*WHAT THE TASK ASKS*. The lines below that include the word "Mboté" are to be reported.

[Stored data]
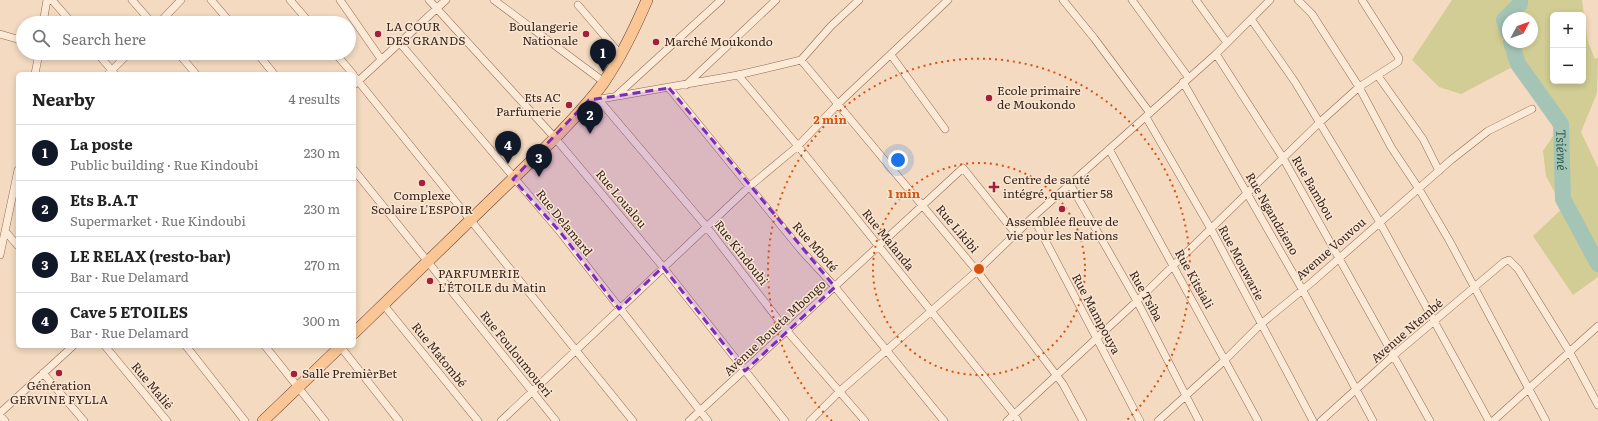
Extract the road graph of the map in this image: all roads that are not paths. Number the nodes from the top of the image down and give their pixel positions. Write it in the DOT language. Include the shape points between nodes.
graph roads {
  1 [pos="47,0"];
  2 [pos="52,0"];
  3 [pos="132,0"];
  4 [pos="181,0"];
  5 [pos="211,0"];
  6 [pos="290,0"];
  7 [pos="340,0"];
  8 [pos="429,0"];
  9 [pos="446,0"];
  10 [pos="494,0"];
  11 [pos="647,0"];
  12 [pos="721,0"];
  13 [pos="776,0"];
  14 [pos="859,0"];
  15 [pos="948,0"];
  16 [pos="1063,0"];
  17 [pos="1132,0"];
  18 [pos="1196,0"];
  19 [pos="1269,0"];
  20 [pos="1362,0"];
  21 [pos="1302,1"];
  22 [pos="578,5"];
  23 [pos="436,8"];
  24 [pos="44,16"];
  25 [pos="66,16"];
  26 [pos="146,16"];
  27 [pos="166,16"];
  28 [pos="225,16"];
  29 [pos="304,16"];
  30 [pos="351,16"];
  31 [pos="1251,19"];
  32 [pos="356,23"];
  33 [pos="0,34"];
  34 [pos="16,39"];
  35 [pos="399,42"];
  36 [pos="1227,43"];
  37 [pos="620,54"];
  38 [pos="891,54"];
  39 [pos="1216,54"];
  40 [pos="381,59"];
  41 [pos="38,60"];
  42 [pos="102,60"];
  43 [pos="123,60"];
  44 [pos="184,60"];
  45 [pos="262,60"];
  46 [pos="340,60"];
  47 [pos="801,60"];
  48 [pos="37,72"];
  49 [pos="110,72"];
  50 [pos="112,72"];
  51 [pos="194,72"];
  52 [pos="272,72"];
  53 [pos="350,72"];
  54 [pos="738,75"];
  55 [pos="1378,76"];
  56 [pos="356,78"];
  57 [pos="356,80"];
  58 [pos="1186,80"];
  59 [pos="604,82"];
  60 [pos="685,85"];
  61 [pos="669,88"];
  62 [pos="1359,88"];
  63 [pos="616,96"];
  64 [pos="594,100"];
  65 [pos="838,104"];
  66 [pos="1532,109"];
  67 [pos="1148,115"];
  68 [pos="1319,123"];
  69 [pos="945,129"];
  70 [pos="555,138"];
  71 [pos="798,146"];
  72 [pos="1109,149"];
  73 [pos="1283,158"];
  74 [pos="1439,171"];
  75 [pos="356,172"];
  76 [pos="513,179"];
  77 [pos="16,180"];
  78 [pos="1070,184"];
  79 [pos="750,186"];
  80 [pos="1419,188"];
  81 [pos="1248,193"];
  82 [pos="923,205"];
  83 [pos="1033,217"];
  84 [pos="471,219"];
  85 [pos="1380,221"];
  86 [pos="706,226"];
  87 [pos="1211,229"];
  88 [pos="6,232"];
  89 [pos="1016,234"];
  90 [pos="16,244"];
  91 [pos="879,246"];
  92 [pos="0,255"];
  93 [pos="1340,256"];
  94 [pos="427,261"];
  95 [pos="1174,265"];
  96 [pos="663,267"];
  97 [pos="977,271"];
  98 [pos="835,287"];
  99 [pos="1474,288"];
  100 [pos="1302,289"];
  101 [pos="1137,301"];
  102 [pos="383,304"];
  103 [pos="619,309"];
  104 [pos="931,312"];
  105 [pos="1433,322"];
  106 [pos="1261,324"];
  107 [pos="1598,326"];
  108 [pos="356,331"];
  109 [pos="787,331"];
  110 [pos="1095,338"];
  111 [pos="71,348"];
  112 [pos="107,348"];
  113 [pos="188,348"];
  114 [pos="267,348"];
  115 [pos="338,348"];
  116 [pos="342,348"];
  117 [pos="887,350"];
  118 [pos="577,351"];
  119 [pos="1569,351"];
  120 [pos="1394,355"];
  121 [pos="1225,360"];
  122 [pos="744,371"];
  123 [pos="43,373"];
  124 [pos="1056,374"];
  125 [pos="298,388"];
  126 [pos="1527,388"];
  127 [pos="533,390"];
  128 [pos="1356,390"];
  129 [pos="840,391"];
  130 [pos="1186,395"];
  131 [pos="1598,405"];
  132 [pos="700,412"];
  133 [pos="0,414"];
  134 [pos="1014,414"];
  135 [pos="5,421"];
  136 [pos="84,421"];
  137 [pos="167,421"];
  138 [pos="245,421"];
  139 [pos="263,421"];
  140 [pos="325,421"];
  141 [pos="399,421"];
  142 [pos="478,421"];
  143 [pos="501,421"];
  144 [pos="556,421"];
  145 [pos="633,421"];
  146 [pos="689,421"];
  147 [pos="708,421"];
  148 [pos="785,421"];
  149 [pos="810,421"];
  150 [pos="865,421"];
  151 [pos="944,421"];
  152 [pos="1007,421"];
  153 [pos="1018,421"];
  154 [pos="1083,421"];
  155 [pos="1140,421"];
  156 [pos="1158,421"];
  157 [pos="1199,421"];
  158 [pos="1258,421"];
  159 [pos="1313,421"];
  160 [pos="1321,421"];
  161 [pos="1373,421"];
  162 [pos="1430,421"];
  163 [pos="1489,421"];
  164 [pos="1493,421"];
  165 [pos="1546,421"];
  1 -- 24 [label="street"];
  2 -- 25 [label="street"];
  3 -- 26 [label="street"];
  4 -- 27 [label="street"];
  5 -- 28 [label="street"];
  6 -- 29 [label="street"];
  7 -- 30 [label="street"];
  8 -- 23 [label="street, Rue Loualou"];
  9 -- 23 [label="street"];
  10 -- 59 [label="street"];
  11 -- 37 [label="main road"];
  12 -- 63 [label="street"];
  13 -- 60 [label="street"];
  14 -- 47 [label="street" via="831,26"];
  15 -- 38 [label="street"];
  16 -- 67 [label="street, Rue Mouwarie" via="1094,38"];
  17 -- 58 [label="street, Rue Ngandzieno"];
  18 -- 36 [label="street"];
  19 -- 31 [label="street"];
  20 -- 55 [label="street" via="1399,58 1398,62"];
  21 -- 62 [label="street"];
  22 -- 37 [label="street"];
  23 -- 35 [label="street"];
  23 -- 70 [label="street, Rue Loualou"];
  31 -- 36 [label="street"];
  31 -- 68 [label="street" via="1295,82"];
  32 -- 40 [label="street"];
  33 -- 34 [label="street"];
  35 -- 40 [label="street"];
  35 -- 76 [label="street, Rue Delamard"];
  36 -- 39 [label="street"];
  37 -- 59 [label="main road"];
  38 -- 65 [label="street"];
  38 -- 69 [label="street"];
  39 -- 58 [label="street"];
  39 -- 73 [label="street, Rue Bambou"];
  40 -- 56 [label="street"];
  41 -- 48 [label="street"];
  42 -- 49 [label="street"];
  43 -- 50 [label="street"];
  44 -- 51 [label="street"];
  45 -- 52 [label="street"];
  46 -- 53 [label="street"];
  47 -- 54 [label="street"];
  47 -- 65 [label="street, Rue Likibi"];
  54 -- 60 [label="street"];
  54 -- 71 [label="street, Rue Malanda"];
  55 -- 62 [label="street"];
  55 -- 74 [label="street" via="1423,139"];
  57 -- 84 [label="street"];
  58 -- 67 [label="street"];
  58 -- 81 [label="street, Rue Ngandzieno"];
  59 -- 64 [label="main road"];
  60 -- 61 [label="street"];
  61 -- 63 [label="street"];
  61 -- 79 [label="street, Rue Mboté"];
  62 -- 68 [label="street"];
  62 -- 80 [label="street" via="1391,147"];
  63 -- 64 [label="street"];
  64 -- 70 [label="main road"];
  64 -- 86 [label="street, Rue Kindoubi"];
  65 -- 71 [label="street"];
  65 -- 82 [label="street, Rue Likibi"];
  66 -- 74 [label="street, Avenue Vouvou" via="1488,131"];
  67 -- 72 [label="street"];
  67 -- 87 [label="street, Rue Mouwarie"];
  68 -- 73 [label="street"];
  68 -- 85 [label="street"];
  70 -- 76 [label="main road"];
  70 -- 96 [label="street, Rue Loualou"];
  71 -- 79 [label="street"];
  71 -- 91 [label="street, Rue Malanda"];
  72 -- 78 [label="street"];
  72 -- 95 [label="street, Rue Kitsiali"];
  73 -- 81 [label="street"];
  73 -- 93 [label="street, Rue Bambou"];
  74 -- 80 [label="street, Avenue Vouvou"];
  75 -- 94 [label="street, Rue Fouloumoueri"];
  76 -- 84 [label="main road"];
  76 -- 103 [label="street, Rue Delamard" via="561,233"];
  77 -- 88 [label="street"];
  78 -- 83 [label="street"];
  78 -- 101 [label="street, Rue Tsiba"];
  79 -- 86 [label="street"];
  79 -- 98 [label="street, Rue Mboté" via="801,250"];
  80 -- 85 [label="street, Avenue Vouvou"];
  80 -- 99 [label="street"];
  81 -- 87 [label="street"];
  81 -- 100 [label="street, Rue Ngandzieno"];
  82 -- 89 [label="street, Avenue Boueta Mbongo" via="963,168"];
  82 -- 91 [label="street, Avenue Boueta Mbongo"];
  82 -- 97 [label="street, Rue Likibi"];
  83 -- 89 [label="street"];
  83 -- 110 [label="street, Rue Mampouya"];
  84 -- 94 [label="main road"];
  84 -- 118 [label="street"];
  85 -- 93 [label="street, Avenue Vouvou"];
  85 -- 105 [label="street"];
  86 -- 96 [label="street"];
  86 -- 109 [label="street, Rue Kindoubi"];
  87 -- 95 [label="street"];
  87 -- 106 [label="street, Rue Mouwarie"];
  88 -- 90 [label="street"];
  88 -- 92 [label="street"];
  89 -- 97 [label="street"];
  91 -- 98 [label="street, Avenue Boueta Mbongo"];
  91 -- 104 [label="street, Rue Malanda"];
  93 -- 100 [label="street, Avenue Vouvou"];
  93 -- 120 [label="street, Rue Bambou"];
  94 -- 102 [label="main road"];
  94 -- 127 [label="street, Rue Fouloumoueri"];
  95 -- 101 [label="street"];
  95 -- 121 [label="street, Rue Kitsiali"];
  96 -- 103 [label="street"];
  96 -- 122 [label="street, Rue Loualou"];
  97 -- 104 [label="street"];
  97 -- 124 [label="street, Rue Likibi"];
  98 -- 109 [label="street, Avenue Boueta Mbongo"];
  98 -- 117 [label="street, Rue Mboté"];
  99 -- 105 [label="street, Avenue Ntembé"];
  99 -- 119 [label="street, Avenue Ntembé" via="1509,260 1518,269"];
  99 -- 126 [label="street"];
  100 -- 106 [label="street, Avenue Vouvou"];
  100 -- 128 [label="street, Rue Ngandzieno"];
  101 -- 110 [label="street"];
  101 -- 130 [label="street, Rue Tsiba"];
  102 -- 108 [label="main road"];
  102 -- 142 [label="street, Rue Matombé"];
  103 -- 118 [label="street"];
  103 -- 132 [label="street, Rue Delamard"];
  104 -- 117 [label="street"];
  104 -- 134 [label="street, Rue Malanda"];
  105 -- 120 [label="street, Avenue Ntembé"];
  105 -- 163 [label="street"];
  106 -- 121 [label="street, Avenue Vouvou"];
  106 -- 159 [label="street, Rue Mouwarie"];
  107 -- 119 [label="street"];
  109 -- 122 [label="street, Avenue Boueta Mbongo"];
  109 -- 129 [label="street, Rue Kindoubi"];
  110 -- 124 [label="street"];
  110 -- 155 [label="street, Rue Mampouya"];
  111 -- 123 [label="street"];
  112 -- 137 [label="street, Rue Malié"];
  113 -- 138 [label="street"];
  114 -- 125 [label="street"];
  115 -- 125 [label="main road"];
  116 -- 141 [label="street"];
  117 -- 129 [label="street"];
  117 -- 151 [label="street, Rue Mboté"];
  118 -- 127 [label="street"];
  118 -- 145 [label="street"];
  119 -- 126 [label="street"];
  119 -- 131 [label="street"];
  120 -- 128 [label="street, Avenue Ntembé"];
  120 -- 162 [label="street, Rue Bambou"];
  121 -- 130 [label="street, Avenue Vouvou"];
  121 -- 158 [label="street, Rue Kitsiali"];
  122 -- 132 [label="street, Avenue Boueta Mbongo"];
  122 -- 148 [label="street, Rue Loualou"];
  123 -- 133 [label="street"];
  123 -- 136 [label="street"];
  124 -- 134 [label="street"];
  124 -- 154 [label="street, Rue Likibi"];
  125 -- 139 [label="main road"];
  125 -- 140 [label="street"];
  126 -- 164 [label="street"];
  126 -- 165 [label="street"];
  127 -- 143 [label="street"];
  127 -- 144 [label="street, Rue Fouloumoueri"];
  128 -- 160 [label="street, Avenue Ntembé"];
  128 -- 161 [label="street, Rue Ngandzieno"];
  129 -- 149 [label="street"];
  129 -- 150 [label="street, Rue Kindoubi"];
  130 -- 156 [label="street, Avenue Vouvou"];
  130 -- 157 [label="street, Rue Tsiba"];
  132 -- 146 [label="street, Avenue Boueta Mbongo"];
  132 -- 147 [label="street, Rue Delamard"];
  133 -- 135 [label="street"];
  134 -- 152 [label="street"];
  134 -- 153 [label="street, Rue Malanda"];
}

*FINISHED EXERCISE*.
  61 -- 79 [label="street, Rue Mboté"];
  79 -- 98 [label="street, Rue Mboté" via="801,250"];
  98 -- 117 [label="street, Rue Mboté"];
  117 -- 151 [label="street, Rue Mboté"];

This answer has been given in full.